Reading on the porch.  Birds land on the wooden wagon, dipping into my improvised bird bath--a bowl with water set in the wagon. A cardinal perches on the wooden handle and the others scatter.  Boss of the birds.

Reading The Handmaid's Tale by Margaret Atwood, I remember the years I learned to read with a pen in my hand.  Pen, tea, and book (not even reading glasses yet)--the necessary set up for reading.  Also a notebook to keep notes for the essay I'd write about it later.

Before I learned to read with pen in hand, I read for plot and companionship. I still do.  But after discovering reading with a pen, I'm also on a search for the writerly equivalent of a painter's brush strokes, color, and composition.

By the time I started a master's degree (ironic title for a woman) I already had two children.  I could read their temperatures with my hand, no need for a thermometer.  I could read their moods with a glance.

But this was a different kind of reading.  The pages were still, unlike children, and you could go back to other pages and make lines and arrows and circles on them.

I felt like a literary detective on the lookout for clues: images, words, and phrases that stopped me in my tracks, sentences that opened up something.  Writing essays about literature taught me to pull at threads, see what connected to what, find the underlying patterns.

The Handmaid's Tale yesterday, the follow up Testament today, are dystopian novels by Margaret Atwood.  The subject matter is dark.  But I don't want to turn away, as I sometimes did when watching the movie version of Handmaid.  I read certain passages again and again, noticing the artistry of restraint.  The spaces on the page are fuller than spaces ever are on a screen, leaving room to pause and think about how certain unthinkable fictional actions are similar to unthinkable ones in the world today.

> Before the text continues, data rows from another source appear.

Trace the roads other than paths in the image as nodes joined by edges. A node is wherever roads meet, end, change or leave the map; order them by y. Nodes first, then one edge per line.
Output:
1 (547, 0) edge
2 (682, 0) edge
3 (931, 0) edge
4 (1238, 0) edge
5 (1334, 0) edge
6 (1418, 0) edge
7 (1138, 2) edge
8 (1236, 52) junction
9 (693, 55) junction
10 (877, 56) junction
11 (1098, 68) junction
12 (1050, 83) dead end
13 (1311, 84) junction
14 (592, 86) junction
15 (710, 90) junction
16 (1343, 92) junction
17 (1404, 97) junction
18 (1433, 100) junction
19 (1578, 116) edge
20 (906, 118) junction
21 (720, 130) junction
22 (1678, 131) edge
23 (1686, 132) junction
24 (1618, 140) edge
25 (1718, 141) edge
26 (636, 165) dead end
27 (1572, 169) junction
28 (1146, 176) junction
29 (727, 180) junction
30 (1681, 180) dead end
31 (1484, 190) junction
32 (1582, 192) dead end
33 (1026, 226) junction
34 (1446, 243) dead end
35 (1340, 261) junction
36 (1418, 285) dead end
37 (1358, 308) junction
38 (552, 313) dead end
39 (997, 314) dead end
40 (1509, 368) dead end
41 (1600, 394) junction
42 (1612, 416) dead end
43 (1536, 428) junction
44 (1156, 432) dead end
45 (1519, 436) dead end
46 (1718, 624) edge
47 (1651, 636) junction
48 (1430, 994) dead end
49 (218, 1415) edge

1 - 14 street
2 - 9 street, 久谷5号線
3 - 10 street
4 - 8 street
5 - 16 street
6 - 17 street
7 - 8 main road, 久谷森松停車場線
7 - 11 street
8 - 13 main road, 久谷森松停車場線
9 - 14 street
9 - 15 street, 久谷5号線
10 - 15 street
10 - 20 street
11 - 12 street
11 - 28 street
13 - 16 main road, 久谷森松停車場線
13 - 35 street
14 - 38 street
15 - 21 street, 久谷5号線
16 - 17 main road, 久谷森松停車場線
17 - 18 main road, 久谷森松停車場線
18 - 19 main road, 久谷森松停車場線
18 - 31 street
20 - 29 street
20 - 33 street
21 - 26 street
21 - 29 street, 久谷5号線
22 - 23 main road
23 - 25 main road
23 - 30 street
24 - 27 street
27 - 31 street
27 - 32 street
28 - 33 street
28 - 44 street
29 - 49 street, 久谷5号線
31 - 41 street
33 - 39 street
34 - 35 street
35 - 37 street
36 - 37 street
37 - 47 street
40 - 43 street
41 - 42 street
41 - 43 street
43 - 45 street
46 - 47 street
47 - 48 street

In Handmaid's Tale, religious zealots take over the government.  There is no diversity of religion or philosophy.  Everyone has to believe exactly what the people at the top tell them to believe.

If you want to survive in the new order, you have to do as you're told, especially if you are a woman, worthless except for your ability to bear children for your commander's wife, to be fruitful for them and multiply, for them.

The hierarchy is unquestioned.  Obedience is required and the punishment for disobedience is death.  Only the people at the top matter.

One thing leads to another.  Once a person is de-personalized, she is treated like a disposable object. Democracy is replaced with authoritarianism.  The Constitution is replaced with the authorities'  literal reading of the Bible.  Reading and freedom and asking questions? Absolutely forbidden.